Both the effect of absolute speed and the speed of trucks relative to the other
vehicles in the traffic flow are important to understand the impact of heavy
truck speed policies. The initial phase of the effort involved a comprehensive
review of the research and applications literature that pertains to the topic.
The first part of
the literature review addresses the standard methods used to set posted speed
limits and the impact of speed limits on the speed distributions of both heavy
trucks and other traffic. The next section reviews the literature that has
documented how speed limits and speed limit changes affect accident and
fatality rates in the United States and internationally. The extensive number
of studies that have investigated the safety impact of increases and decreases
in speed limits has been reviewed. The last part of that section specifically
addresses the causes and impact of heavy truck accidents and the impact of
speed differentials between trucks and automobiles. The research literature
pertaining to the relationship of vehicle speed and driver fatigue is
discussed.
The last sections
of the literature review address the research and applications literature on
the operational impact of speed. In particular, the effects of truck speed on
fuel consumption, tire costs, and maintenance costs are discussed.
2.1 Setting Speed Limits
Based on the 85th Percentile
The geometric features of the roadway, such as
horizontal and vertical alignment, sight distance, and cross-section determine
the highway design speed. The original definition of design speed, coined by the
American Association of State Highway and Transportation Officials (AASHTO) in
1938, was “the maximum approximately uniform speed which probably will be
adopted by the faster group of drivers but not, necessarily, by the small
percentage of reckless ones” (Krammes, Fitzpatrick, Blaschke, and Fambro,
1996). AASHTO’s current definition of design speed is “the maximum safe speeds
that can be maintained over a specified section of highway when conditions are
so favorable that the design features of the highway govern” (AASHTO,
2001). This is the maximum speed prudent
drivers would choose when environmental conditions are very good and traffic
volumes are low. Subject to the constraints of environmental quality, economics,
aesthetics, and social impacts, AASHTO recommends higher design speeds to
promote safety, mobility, and efficiency.
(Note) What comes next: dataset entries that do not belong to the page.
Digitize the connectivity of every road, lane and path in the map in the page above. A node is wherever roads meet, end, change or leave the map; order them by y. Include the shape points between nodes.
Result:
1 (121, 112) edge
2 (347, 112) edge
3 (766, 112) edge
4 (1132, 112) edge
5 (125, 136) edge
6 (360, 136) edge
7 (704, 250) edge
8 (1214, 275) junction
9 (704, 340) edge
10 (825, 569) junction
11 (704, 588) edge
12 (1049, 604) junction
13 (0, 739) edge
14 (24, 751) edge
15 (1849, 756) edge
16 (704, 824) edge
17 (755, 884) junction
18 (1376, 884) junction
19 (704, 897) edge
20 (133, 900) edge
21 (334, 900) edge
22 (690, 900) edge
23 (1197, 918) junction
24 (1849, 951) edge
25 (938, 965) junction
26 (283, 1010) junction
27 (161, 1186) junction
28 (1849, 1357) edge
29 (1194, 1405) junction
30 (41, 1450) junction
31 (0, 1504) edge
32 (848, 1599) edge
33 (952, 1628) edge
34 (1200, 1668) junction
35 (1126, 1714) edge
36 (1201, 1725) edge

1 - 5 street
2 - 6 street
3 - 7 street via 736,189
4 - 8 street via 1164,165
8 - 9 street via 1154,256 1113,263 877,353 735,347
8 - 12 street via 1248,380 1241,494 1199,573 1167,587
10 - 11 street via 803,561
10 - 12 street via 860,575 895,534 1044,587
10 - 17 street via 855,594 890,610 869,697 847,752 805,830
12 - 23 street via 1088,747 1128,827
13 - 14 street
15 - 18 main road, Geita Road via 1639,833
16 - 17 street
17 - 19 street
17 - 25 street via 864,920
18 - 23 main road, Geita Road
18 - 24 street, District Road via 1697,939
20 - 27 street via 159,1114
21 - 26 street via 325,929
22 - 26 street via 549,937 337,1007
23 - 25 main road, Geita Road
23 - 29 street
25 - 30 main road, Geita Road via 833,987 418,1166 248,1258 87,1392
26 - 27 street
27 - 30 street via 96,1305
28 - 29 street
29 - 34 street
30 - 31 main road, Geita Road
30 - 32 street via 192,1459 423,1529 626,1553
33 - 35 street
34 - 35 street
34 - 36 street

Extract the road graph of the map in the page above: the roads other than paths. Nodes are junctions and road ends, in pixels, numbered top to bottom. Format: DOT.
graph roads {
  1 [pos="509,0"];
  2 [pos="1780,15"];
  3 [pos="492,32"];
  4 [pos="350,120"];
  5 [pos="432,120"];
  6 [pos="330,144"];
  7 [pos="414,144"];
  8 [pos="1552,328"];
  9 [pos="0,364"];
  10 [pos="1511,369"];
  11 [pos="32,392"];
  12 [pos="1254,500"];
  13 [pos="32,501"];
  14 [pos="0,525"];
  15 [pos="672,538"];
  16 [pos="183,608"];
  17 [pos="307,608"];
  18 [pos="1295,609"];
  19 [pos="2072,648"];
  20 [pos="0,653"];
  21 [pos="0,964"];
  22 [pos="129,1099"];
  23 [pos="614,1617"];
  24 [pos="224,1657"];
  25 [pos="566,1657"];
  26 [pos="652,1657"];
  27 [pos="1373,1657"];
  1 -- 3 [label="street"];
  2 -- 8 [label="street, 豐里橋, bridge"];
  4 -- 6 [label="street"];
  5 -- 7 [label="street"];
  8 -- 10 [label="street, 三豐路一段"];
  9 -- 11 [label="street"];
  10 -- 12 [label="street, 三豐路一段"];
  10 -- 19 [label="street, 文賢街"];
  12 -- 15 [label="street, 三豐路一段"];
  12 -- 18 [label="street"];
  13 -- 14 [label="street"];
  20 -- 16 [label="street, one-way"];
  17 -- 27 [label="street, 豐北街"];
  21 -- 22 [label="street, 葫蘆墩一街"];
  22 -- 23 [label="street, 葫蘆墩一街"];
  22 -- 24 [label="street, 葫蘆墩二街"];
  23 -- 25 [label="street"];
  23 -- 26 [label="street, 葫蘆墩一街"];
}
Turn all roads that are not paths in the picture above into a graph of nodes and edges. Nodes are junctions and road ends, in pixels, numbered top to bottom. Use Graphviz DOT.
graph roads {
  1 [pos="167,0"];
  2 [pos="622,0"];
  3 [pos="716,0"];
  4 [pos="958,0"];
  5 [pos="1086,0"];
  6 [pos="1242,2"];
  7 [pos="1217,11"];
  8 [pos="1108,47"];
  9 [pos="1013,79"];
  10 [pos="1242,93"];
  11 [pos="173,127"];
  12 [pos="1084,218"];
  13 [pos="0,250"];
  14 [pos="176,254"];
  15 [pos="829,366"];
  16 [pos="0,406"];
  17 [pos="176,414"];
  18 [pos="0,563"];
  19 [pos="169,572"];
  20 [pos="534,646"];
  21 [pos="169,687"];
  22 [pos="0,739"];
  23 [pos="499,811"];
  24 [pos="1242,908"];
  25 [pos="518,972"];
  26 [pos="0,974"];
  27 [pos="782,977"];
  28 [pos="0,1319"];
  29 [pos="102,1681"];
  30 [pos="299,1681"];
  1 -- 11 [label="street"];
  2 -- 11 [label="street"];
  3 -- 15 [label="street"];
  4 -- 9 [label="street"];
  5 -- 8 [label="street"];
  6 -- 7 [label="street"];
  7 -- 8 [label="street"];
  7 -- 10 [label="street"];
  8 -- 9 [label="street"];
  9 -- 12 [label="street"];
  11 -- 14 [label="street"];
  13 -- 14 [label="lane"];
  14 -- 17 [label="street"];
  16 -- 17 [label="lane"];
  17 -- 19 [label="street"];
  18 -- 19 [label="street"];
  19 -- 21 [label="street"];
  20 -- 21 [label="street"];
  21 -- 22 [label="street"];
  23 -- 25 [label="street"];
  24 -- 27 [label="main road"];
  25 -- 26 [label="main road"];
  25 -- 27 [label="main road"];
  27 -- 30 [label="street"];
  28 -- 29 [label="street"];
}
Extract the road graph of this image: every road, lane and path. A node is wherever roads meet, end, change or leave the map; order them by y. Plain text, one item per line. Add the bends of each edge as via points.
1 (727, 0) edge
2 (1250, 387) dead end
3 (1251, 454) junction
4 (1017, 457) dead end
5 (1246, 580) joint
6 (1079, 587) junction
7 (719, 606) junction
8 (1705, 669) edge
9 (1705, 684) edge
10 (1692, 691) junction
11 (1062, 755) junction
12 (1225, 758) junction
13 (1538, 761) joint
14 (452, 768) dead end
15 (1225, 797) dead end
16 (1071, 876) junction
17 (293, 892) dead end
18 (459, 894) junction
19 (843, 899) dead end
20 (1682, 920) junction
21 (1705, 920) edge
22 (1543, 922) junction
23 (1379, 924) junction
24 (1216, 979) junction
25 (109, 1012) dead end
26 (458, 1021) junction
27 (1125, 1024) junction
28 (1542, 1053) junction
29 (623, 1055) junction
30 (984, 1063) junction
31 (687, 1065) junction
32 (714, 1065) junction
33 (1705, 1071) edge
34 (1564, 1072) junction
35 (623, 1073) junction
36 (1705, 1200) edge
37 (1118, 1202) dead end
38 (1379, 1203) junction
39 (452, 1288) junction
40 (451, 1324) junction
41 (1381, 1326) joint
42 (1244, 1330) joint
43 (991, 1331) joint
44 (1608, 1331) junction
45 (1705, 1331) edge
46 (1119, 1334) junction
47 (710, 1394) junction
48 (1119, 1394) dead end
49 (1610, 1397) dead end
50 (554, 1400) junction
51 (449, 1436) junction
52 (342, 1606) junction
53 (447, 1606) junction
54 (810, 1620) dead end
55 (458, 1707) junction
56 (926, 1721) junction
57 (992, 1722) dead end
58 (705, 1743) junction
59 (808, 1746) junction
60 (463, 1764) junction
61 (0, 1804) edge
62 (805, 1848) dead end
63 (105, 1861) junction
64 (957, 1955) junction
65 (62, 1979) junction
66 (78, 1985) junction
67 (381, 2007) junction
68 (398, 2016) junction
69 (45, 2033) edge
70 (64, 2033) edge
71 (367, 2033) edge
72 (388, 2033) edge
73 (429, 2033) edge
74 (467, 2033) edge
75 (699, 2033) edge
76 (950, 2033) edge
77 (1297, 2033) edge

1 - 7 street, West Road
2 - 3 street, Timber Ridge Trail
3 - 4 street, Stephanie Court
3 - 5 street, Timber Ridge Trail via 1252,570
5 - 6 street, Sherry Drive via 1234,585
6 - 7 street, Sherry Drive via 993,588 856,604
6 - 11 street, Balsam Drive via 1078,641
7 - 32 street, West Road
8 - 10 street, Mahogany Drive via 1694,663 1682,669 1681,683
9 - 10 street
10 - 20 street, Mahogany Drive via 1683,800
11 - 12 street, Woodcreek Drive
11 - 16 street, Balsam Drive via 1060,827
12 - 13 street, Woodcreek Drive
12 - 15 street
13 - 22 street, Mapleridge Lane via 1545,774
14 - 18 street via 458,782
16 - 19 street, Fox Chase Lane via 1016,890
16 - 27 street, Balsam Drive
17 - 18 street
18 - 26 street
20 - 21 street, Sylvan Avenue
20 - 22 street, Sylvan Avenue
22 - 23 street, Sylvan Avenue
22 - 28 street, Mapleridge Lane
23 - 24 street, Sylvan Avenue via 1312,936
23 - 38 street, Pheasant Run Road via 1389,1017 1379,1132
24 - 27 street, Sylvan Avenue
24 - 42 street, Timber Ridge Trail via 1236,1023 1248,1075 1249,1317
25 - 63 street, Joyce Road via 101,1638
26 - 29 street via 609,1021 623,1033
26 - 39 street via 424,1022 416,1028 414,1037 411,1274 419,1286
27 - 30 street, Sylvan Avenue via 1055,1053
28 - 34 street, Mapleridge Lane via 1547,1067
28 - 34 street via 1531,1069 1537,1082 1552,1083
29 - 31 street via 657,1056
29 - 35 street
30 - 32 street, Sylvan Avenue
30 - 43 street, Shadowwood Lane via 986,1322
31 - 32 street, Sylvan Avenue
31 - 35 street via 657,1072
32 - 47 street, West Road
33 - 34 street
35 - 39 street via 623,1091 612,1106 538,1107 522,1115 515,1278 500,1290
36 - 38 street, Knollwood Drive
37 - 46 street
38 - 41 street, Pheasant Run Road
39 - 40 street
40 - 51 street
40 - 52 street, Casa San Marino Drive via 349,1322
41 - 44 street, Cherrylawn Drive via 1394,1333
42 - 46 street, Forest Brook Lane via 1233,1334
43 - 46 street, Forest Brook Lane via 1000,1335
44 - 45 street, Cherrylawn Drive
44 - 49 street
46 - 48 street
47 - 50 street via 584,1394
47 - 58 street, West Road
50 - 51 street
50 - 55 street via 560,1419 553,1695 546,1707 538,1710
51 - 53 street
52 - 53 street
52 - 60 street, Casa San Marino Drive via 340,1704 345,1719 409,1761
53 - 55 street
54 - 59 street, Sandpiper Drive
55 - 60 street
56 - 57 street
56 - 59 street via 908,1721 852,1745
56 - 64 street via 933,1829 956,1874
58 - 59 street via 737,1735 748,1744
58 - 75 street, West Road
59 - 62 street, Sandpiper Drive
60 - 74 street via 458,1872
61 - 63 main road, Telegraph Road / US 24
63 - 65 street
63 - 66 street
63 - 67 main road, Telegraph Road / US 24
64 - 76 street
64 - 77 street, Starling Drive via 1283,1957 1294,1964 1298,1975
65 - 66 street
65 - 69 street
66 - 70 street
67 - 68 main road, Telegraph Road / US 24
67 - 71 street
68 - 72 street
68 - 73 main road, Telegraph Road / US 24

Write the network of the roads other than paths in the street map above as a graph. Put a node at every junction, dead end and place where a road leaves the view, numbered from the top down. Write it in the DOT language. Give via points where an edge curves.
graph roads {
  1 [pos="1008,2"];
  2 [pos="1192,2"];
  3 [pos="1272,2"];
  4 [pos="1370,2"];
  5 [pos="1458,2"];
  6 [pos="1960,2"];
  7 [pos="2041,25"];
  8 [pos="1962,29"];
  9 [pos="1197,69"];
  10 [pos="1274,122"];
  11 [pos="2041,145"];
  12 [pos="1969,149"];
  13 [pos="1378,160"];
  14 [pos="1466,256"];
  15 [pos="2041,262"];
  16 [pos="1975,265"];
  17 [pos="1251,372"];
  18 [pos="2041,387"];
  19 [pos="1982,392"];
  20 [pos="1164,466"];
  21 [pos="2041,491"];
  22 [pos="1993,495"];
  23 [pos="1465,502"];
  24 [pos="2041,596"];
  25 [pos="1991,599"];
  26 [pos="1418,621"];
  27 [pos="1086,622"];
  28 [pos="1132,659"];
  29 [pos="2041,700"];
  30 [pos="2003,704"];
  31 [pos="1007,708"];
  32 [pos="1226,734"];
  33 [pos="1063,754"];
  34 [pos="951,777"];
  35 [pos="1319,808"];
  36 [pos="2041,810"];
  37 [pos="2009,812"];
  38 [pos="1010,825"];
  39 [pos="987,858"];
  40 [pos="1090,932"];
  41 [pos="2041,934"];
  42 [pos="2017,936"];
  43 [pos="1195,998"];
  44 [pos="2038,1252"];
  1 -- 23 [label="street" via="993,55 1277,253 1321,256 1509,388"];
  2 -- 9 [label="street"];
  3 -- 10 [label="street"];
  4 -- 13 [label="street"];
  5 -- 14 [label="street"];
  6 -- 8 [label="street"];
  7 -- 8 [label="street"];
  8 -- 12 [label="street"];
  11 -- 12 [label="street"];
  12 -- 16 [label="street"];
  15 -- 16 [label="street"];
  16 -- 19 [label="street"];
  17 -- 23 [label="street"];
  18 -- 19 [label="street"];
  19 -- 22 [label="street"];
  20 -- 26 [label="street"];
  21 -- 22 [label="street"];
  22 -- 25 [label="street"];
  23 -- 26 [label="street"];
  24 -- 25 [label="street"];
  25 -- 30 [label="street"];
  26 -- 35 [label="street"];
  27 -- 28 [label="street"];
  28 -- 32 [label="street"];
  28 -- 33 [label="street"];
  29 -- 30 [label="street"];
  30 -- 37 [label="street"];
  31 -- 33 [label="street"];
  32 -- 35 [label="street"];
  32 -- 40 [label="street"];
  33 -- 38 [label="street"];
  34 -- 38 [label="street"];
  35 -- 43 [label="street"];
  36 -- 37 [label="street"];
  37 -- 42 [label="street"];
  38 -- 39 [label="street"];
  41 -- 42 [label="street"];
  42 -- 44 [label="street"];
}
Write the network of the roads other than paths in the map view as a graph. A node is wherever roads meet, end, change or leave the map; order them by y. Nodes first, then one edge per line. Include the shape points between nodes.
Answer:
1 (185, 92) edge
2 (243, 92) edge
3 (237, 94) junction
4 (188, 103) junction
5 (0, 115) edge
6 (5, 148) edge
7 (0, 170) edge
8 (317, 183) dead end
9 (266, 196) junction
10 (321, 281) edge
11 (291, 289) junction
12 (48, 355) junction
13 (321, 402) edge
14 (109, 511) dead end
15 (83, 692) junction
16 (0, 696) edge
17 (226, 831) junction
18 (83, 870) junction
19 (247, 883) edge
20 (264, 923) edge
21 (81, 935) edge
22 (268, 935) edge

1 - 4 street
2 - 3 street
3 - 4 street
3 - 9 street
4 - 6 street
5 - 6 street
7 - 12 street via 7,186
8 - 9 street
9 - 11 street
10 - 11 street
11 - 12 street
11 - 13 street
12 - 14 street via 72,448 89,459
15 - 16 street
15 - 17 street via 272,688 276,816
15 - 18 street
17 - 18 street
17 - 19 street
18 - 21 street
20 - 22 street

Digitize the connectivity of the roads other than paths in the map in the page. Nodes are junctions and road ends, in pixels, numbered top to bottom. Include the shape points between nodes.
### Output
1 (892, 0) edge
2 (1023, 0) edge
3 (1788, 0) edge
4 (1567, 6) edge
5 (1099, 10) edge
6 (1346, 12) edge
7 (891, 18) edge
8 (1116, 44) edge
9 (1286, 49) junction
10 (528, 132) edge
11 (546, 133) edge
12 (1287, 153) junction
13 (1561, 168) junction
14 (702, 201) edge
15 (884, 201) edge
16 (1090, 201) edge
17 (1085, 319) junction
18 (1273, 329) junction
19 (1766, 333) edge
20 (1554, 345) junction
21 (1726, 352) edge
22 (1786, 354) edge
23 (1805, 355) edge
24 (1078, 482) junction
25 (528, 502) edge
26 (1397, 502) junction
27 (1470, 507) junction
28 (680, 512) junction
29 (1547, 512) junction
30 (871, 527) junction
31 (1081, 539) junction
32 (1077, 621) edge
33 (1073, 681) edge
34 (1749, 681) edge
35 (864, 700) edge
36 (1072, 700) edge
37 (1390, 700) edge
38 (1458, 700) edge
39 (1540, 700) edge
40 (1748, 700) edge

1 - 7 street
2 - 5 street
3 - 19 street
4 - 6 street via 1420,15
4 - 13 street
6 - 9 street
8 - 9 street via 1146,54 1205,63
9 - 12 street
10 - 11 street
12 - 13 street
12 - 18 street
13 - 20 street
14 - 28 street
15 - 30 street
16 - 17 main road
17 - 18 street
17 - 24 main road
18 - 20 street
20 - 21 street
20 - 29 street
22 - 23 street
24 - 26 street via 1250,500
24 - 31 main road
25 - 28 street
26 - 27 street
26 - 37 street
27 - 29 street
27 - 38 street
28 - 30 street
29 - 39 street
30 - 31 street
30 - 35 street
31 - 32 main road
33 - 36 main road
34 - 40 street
Design speed is highly sensitive to certain highway design features like
curvature, sight distance, and roadside elements.
When speed limits are set based on design speed, the
posted speed limit is generally lower than the design speed because it is known
that some drivers will tend to drive faster and also that the road conditions
are sometimes poorer than were used in the design standards (Persaud, Parker,
Knowles and Wilde, 1997). However, according to Abraham and Abdulhai (2001), a
speed limit that is set using this as a basis will often appear unrealistic to
drivers since the limit is for an entire highway segment, even though is often
reflects relatively few elements.
According to AASHTO (2001) posted speed limits are
usually set to approximate the 85th percentile speed of traffic. For
many rural highways, it is a common practice to establish the speed limit near
the 85th percentile speed.
The term “85th percentile speed” is the speed at or below
which 85% of drivers travel in free-flow conditions at representative locations
on the highway or roadway section (National Research Council, 1998). The 85th percentile speed is determined
through spot speed studies of “free flowing” traffic (i.e., traffic unimpeded
by other vehicles) (Krammes, Fitzpatrick, Blaschke and Fambro, 1996). According
to AASHTO (2001) the 85th percentile speed is usually within the
“pace” or the 10 mph speed range used by most drivers. In general, the speed
limits for rural interstates are set below the 85th percentile speed
limits. Harkey, Robertson and Davis (1989) collected data from urban and rural
highways in
The 85th percentile speed for a
distribution of speed observations is shown in Figure 1. In most cases, the difference between the
85th percentile speed and the average speed provides a good approximation of speed
standard deviation, which is another important factor that relates to the
speed-safety relationship.

The distribution of
traffic speeds on any particular highway is affected by the posted speed limits
and the enforcement of the limits. The observed 85th percentile
speed on a highway with a 65 mph speed limit will be different than the 85th
percentile speed on a highway with a 75 mph speed limit, even if they are both
rural interstates with identical geometries.
For this reason,
although it is discusses many times in the context of setting speed limits on
rural interstate highways (Governors Highway Safety Association, 2005), the
concept of “design speed as defined by the 85th percentile” does not
appear to make apply. Safety, efficiency,
and economics have played a significant part in the process of setting limits.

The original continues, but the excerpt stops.